:: Data supplied ::
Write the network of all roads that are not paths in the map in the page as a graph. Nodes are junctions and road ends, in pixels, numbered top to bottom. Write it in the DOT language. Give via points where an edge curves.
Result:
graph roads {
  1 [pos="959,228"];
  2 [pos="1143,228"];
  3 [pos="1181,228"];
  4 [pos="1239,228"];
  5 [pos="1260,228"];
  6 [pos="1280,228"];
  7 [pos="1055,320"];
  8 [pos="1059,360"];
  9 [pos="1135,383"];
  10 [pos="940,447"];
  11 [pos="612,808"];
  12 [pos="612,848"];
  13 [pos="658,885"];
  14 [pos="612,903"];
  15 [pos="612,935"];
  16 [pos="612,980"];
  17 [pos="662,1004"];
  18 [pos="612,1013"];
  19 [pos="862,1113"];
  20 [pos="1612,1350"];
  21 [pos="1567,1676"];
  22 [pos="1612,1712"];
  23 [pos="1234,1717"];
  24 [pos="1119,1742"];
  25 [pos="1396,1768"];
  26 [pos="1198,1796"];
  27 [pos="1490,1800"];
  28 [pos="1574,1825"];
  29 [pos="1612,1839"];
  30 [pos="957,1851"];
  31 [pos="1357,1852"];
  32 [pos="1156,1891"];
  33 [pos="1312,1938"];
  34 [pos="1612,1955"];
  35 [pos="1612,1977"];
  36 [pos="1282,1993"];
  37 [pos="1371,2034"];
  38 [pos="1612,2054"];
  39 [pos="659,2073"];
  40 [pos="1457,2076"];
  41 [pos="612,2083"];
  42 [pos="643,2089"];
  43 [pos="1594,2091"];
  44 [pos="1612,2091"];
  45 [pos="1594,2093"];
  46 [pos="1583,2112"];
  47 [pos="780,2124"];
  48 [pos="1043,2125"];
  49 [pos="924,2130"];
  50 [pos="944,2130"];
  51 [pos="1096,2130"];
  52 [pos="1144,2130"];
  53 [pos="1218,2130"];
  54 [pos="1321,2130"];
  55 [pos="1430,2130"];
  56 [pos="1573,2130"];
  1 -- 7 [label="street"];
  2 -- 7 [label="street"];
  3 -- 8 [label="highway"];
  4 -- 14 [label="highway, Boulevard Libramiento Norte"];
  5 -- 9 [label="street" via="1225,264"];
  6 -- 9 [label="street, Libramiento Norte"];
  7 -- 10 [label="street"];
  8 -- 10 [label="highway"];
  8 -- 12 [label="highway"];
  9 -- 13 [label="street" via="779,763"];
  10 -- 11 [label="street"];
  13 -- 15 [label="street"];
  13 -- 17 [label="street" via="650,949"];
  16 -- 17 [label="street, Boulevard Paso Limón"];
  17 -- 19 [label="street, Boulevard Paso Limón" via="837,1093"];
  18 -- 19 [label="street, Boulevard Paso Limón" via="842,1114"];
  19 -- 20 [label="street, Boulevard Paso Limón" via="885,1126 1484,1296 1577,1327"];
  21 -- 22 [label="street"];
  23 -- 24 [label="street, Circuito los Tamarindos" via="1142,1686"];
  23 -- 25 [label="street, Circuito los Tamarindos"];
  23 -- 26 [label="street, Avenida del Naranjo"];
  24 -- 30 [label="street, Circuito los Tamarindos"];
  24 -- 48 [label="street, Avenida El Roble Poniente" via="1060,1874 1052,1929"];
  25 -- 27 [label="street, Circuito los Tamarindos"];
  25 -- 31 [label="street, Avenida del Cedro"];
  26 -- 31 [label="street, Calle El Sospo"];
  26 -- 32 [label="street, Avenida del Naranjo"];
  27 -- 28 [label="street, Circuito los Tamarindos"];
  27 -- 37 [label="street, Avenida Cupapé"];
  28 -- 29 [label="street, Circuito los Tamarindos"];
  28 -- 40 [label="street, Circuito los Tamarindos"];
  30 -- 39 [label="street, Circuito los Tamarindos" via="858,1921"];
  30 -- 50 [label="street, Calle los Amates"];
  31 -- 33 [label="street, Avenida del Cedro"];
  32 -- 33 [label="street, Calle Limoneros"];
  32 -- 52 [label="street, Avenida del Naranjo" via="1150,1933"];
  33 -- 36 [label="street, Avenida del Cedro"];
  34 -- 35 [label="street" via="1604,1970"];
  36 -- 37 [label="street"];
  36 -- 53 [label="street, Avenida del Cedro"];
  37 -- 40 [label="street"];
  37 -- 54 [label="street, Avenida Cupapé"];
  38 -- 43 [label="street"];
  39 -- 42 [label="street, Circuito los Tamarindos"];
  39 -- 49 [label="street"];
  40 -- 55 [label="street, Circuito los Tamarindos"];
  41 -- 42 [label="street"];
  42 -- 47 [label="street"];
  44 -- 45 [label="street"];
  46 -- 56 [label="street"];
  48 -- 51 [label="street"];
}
:::
* [Exercise details] Each entry is to be returned in full, character for character.

* [Result below]
Write the network of all roads that are not paths in the map in the page as a graph. Nodes are junctions and road ends, in pixels, numbered top to bottom. Write it in the DOT language. Give via points where an edge curves.
Result:
graph roads {
  1 [pos="959,228"];
  2 [pos="1143,228"];
  3 [pos="1181,228"];
  4 [pos="1239,228"];
  5 [pos="1260,228"];
  6 [pos="1280,228"];
  7 [pos="1055,320"];
  8 [pos="1059,360"];
  9 [pos="1135,383"];
  10 [pos="940,447"];
  11 [pos="612,808"];
  12 [pos="612,848"];
  13 [pos="658,885"];
  14 [pos="612,903"];
  15 [pos="612,935"];
  16 [pos="612,980"];
  17 [pos="662,1004"];
  18 [pos="612,1013"];
  19 [pos="862,1113"];
  20 [pos="1612,1350"];
  21 [pos="1567,1676"];
  22 [pos="1612,1712"];
  23 [pos="1234,1717"];
  24 [pos="1119,1742"];
  25 [pos="1396,1768"];
  26 [pos="1198,1796"];
  27 [pos="1490,1800"];
  28 [pos="1574,1825"];
  29 [pos="1612,1839"];
  30 [pos="957,1851"];
  31 [pos="1357,1852"];
  32 [pos="1156,1891"];
  33 [pos="1312,1938"];
  34 [pos="1612,1955"];
  35 [pos="1612,1977"];
  36 [pos="1282,1993"];
  37 [pos="1371,2034"];
  38 [pos="1612,2054"];
  39 [pos="659,2073"];
  40 [pos="1457,2076"];
  41 [pos="612,2083"];
  42 [pos="643,2089"];
  43 [pos="1594,2091"];
  44 [pos="1612,2091"];
  45 [pos="1594,2093"];
  46 [pos="1583,2112"];
  47 [pos="780,2124"];
  48 [pos="1043,2125"];
  49 [pos="924,2130"];
  50 [pos="944,2130"];
  51 [pos="1096,2130"];
  52 [pos="1144,2130"];
  53 [pos="1218,2130"];
  54 [pos="1321,2130"];
  55 [pos="1430,2130"];
  56 [pos="1573,2130"];
  1 -- 7 [label="street"];
  2 -- 7 [label="street"];
  3 -- 8 [label="highway"];
  4 -- 14 [label="highway, Boulevard Libramiento Norte"];
  5 -- 9 [label="street" via="1225,264"];
  6 -- 9 [label="street, Libramiento Norte"];
  7 -- 10 [label="street"];
  8 -- 10 [label="highway"];
  8 -- 12 [label="highway"];
  9 -- 13 [label="street" via="779,763"];
  10 -- 11 [label="street"];
  13 -- 15 [label="street"];
  13 -- 17 [label="street" via="650,949"];
  16 -- 17 [label="street, Boulevard Paso Limón"];
  17 -- 19 [label="street, Boulevard Paso Limón" via="837,1093"];
  18 -- 19 [label="street, Boulevard Paso Limón" via="842,1114"];
  19 -- 20 [label="street, Boulevard Paso Limón" via="885,1126 1484,1296 1577,1327"];
  21 -- 22 [label="street"];
  23 -- 24 [label="street, Circuito los Tamarindos" via="1142,1686"];
  23 -- 25 [label="street, Circuito los Tamarindos"];
  23 -- 26 [label="street, Avenida del Naranjo"];
  24 -- 30 [label="street, Circuito los Tamarindos"];
  24 -- 48 [label="street, Avenida El Roble Poniente" via="1060,1874 1052,1929"];
  25 -- 27 [label="street, Circuito los Tamarindos"];
  25 -- 31 [label="street, Avenida del Cedro"];
  26 -- 31 [label="street, Calle El Sospo"];
  26 -- 32 [label="street, Avenida del Naranjo"];
  27 -- 28 [label="street, Circuito los Tamarindos"];
  27 -- 37 [label="street, Avenida Cupapé"];
  28 -- 29 [label="street, Circuito los Tamarindos"];
  28 -- 40 [label="street, Circuito los Tamarindos"];
  30 -- 39 [label="street, Circuito los Tamarindos" via="858,1921"];
  30 -- 50 [label="street, Calle los Amates"];
  31 -- 33 [label="street, Avenida del Cedro"];
  32 -- 33 [label="street, Calle Limoneros"];
  32 -- 52 [label="street, Avenida del Naranjo" via="1150,1933"];
  33 -- 36 [label="street, Avenida del Cedro"];
  34 -- 35 [label="street" via="1604,1970"];
  36 -- 37 [label="street"];
  36 -- 53 [label="street, Avenida del Cedro"];
  37 -- 40 [label="street"];
  37 -- 54 [label="street, Avenida Cupapé"];
  38 -- 43 [label="street"];
  39 -- 42 [label="street, Circuito los Tamarindos"];
  39 -- 49 [label="street"];
  40 -- 55 [label="street, Circuito los Tamarindos"];
  41 -- 42 [label="street"];
  42 -- 47 [label="street"];
  44 -- 45 [label="street"];
  46 -- 56 [label="street"];
  48 -- 51 [label="street"];
}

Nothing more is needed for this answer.